He’s 18 and he almost kills a girl out in the desert. Instead of avoiding him at all costs, she actually doesn’t seem to mind him.

But, he doesn’t think anything that he’s ever planned has ever been quite thoroughly botched before.  Pidge’s plans are all theoretically grounded. There’s evidence to back up every move, and it’s maddening to watch her meticulously comb through information while time is wasted.

It’s not that Pidge can’t think on her feet. She can. It’s the insistence that there has to be a plan in the first place. Especially when theoretical is often booted out the window for the hypothetical. At this rate, having a plan is useless, because everything that could’ve gone wrong with it has.  

First, they didn’t expect whomever was coming to be here less than 48 hours after Pidge received the transmission. They’d settled on enacting the plan that night, but they didn’t anticipate doing it with a large alien ship barreling ever near while it happened.

Such is this (his) disastrous life.

Fuck it.

He’d detonated the bombs anyway because as far as he knew (Pidge hadn’t buzzed him on the stolen communicator watch she’d rigged up for him) she was already in place. The plan was dependent upon their rendezvous in the cargo bay of sector 26.

He’d be lying if he said he wasn’t hell bent on reclaiming that obelisk. He’d seen Phaelpo kill a pack of desert coyotes once with cotton candy pink lightening that streamed from the tips of her fingers. If he _could_ harness a portion of that energy knows he could put it good use.

He’d also be lying if he said that watching the alien aircraft descend, hover, and land as he slid down the dunes and darted toward the Garrison didn’t make him emit a scream that was akin to the sound Pidge makes when she’s been snuck up on and _someone_ inserts their spit covered index finger into her ear. Not that he knows at all what that sounds like either.

And of course because there’s a goddamn alien ship landing, there’s clueless Garrison douches everywhere. He neither has the time nor the mood to knock these guys out, but he does because he can hear Pidge chirping over the comm now, “Um, so I’m still en route, but there’s a slight problem.”

Under-fucking-statement. They were supposed to have the blue lion when this happened so that they would be ready.

“Get to the rendezvous point, I’m going to need you.”

The initial plan before it started going to hell: the moment they started, was to rendezvous after he’d ignited the distraction bombs. The classified areas would be empty or near empty in the confusion. For better or for worse, they had a bigger and better distraction. She’d come in with updated codes and hack away at whatever encryption was used to store the obelisk away from their reach.

“Well that’s part of the problem, my roommates.” He wants to mute the comm because really Pidge? Just deal with the situation.

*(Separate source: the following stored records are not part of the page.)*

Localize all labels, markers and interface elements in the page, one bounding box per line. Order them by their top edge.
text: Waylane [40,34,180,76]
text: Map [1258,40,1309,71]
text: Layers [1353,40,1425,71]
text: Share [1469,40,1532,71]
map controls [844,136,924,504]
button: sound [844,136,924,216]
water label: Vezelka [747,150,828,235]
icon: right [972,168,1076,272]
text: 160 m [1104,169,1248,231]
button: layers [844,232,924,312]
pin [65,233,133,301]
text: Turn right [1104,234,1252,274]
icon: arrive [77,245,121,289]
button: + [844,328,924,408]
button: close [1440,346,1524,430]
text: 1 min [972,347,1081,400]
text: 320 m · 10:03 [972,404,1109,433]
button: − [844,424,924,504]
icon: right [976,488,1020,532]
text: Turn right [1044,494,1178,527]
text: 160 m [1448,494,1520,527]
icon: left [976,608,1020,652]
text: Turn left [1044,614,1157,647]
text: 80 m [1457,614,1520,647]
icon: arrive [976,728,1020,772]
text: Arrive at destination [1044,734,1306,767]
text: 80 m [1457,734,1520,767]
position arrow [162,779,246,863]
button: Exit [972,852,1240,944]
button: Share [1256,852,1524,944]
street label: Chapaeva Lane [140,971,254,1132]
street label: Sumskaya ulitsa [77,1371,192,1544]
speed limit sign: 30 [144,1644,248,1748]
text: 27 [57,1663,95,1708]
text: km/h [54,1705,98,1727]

He’s got Pidge’s map memorized. Fifty feet straight, left turn then twenty feet, then another left. But something stops him after the first left and it makes his mouth go dry. There’s a large well lit room with a man strapped down. But the plan’s already gone to hell so when he feels compelled to clock multiple Garrison officers then use Pidge’s comm to patch into this room using Pidge’s, he feels minimal guilt. The obelisk isn’t going anywhere, right?

When he gets the room unlocked he feels like he’s been punched in the gut.

The hair is all wrong. White against black where it should be nothing but jet black. He’s bigger now, and there’s muscle on top of muscle. He has to get the scarf away from his face, because he feels like he’s being smothered. There’s no way it could be him, “Shiro?” But it’s undeniably him.

By the time he’s got his arm around Shiro, and feels the early of panic set in. The blinders on, fight or flight bullshit that caused errors to be made in spades. How was he going to get out of here while dragging Shiro? Pidge skids into the room…With two more people in tow.

“There’s no way I’m letting you save Shiro.”

So the atmosphere of the mission automatically shifts again from botched to fucked.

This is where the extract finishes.